Cuban military officer (1930–2022)

Antonio Enrique Lussón Batlle (1930 – 21 September 2022) was a Cuban military officer and one of four Vice Presidents of the Council of Ministers.

== Biography ==
Batlle was born in Santiago de Cuba to a financially stable family. and he obtained a good education, but he was not able to finish high school due to economic problems. He then worked as a farmer, a "pequeño colono," a truck driver, and a peddler. He was a member of the Partido Ortodoxo and after Batista's military coup, he engaged in underground activities in the Organización Auténtica (OA). He left the organization later and joined the MR-26 July. He joined the guerrillas, as a sergeant, under the command of Raúl Castro. Considered an excellent tactician with exceptional personal courage, in less than six months he became a comandante and was entrusted with one independent guerrilla column that had one of the best fighting records until December 1958. He was second-in-command to Juan Almeida in 1959 at Managua Garrison and for several months was the Chief of Logistics. He also distinguished himself at Bay of Pigs Invasion.

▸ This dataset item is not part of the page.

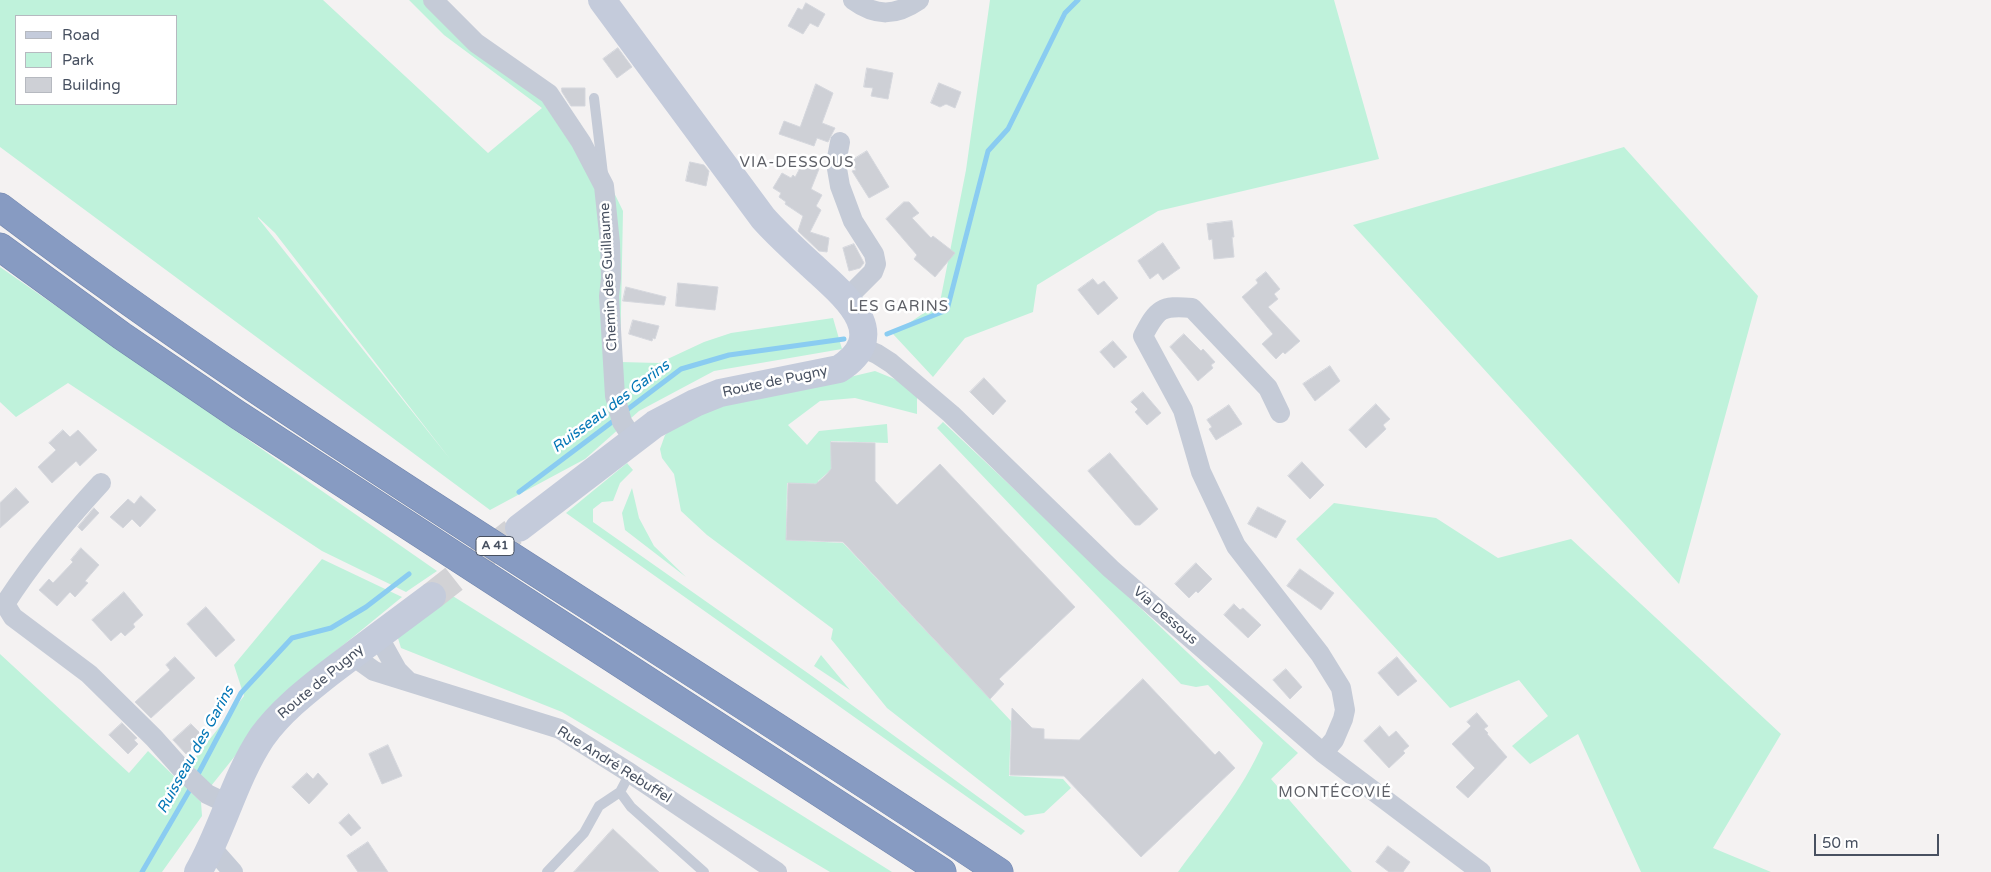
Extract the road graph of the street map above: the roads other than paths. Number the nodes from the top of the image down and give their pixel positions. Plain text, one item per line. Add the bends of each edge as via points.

For most of the 1960s, he was chief of the Western Independent Army Corps. His military education consists of two courses: Officers Basic Training and a Higher Course at El Morro Academy (predecessor to the current "Máximo Gómez" Academy). He was Minister of Transportation, Merchant Marine, and Ports from 1970 to 1980. The first five years of his administration were considered successful, with major projects and investments, but by the late 1970s public transportation was in the same condition as in the late 1960s. Fidel Castro, frustrated with his performance, ousted him and sent him to the Youth Labor Army (Ejército Juvenil del Trabajo or EJT) to command Camaguey's army corps. Two years later, he was sent to Angola for the first time. He spent seven years in Angola. From 1982 to 1985 as top commander of LCB forces against UNITA and from 1986 to 1989 as military commander of Luena Province.

Batlle was Vice President of INRE from 1990 to 1996. He is the Division General and Chief of the Special Forces Directorate of the Cuban Revolutionary Army since 1998. Extensively decorated, he is considered a Hero of the Republic of Cuba.

Batlle died on 21 September 2022, at the age of 92.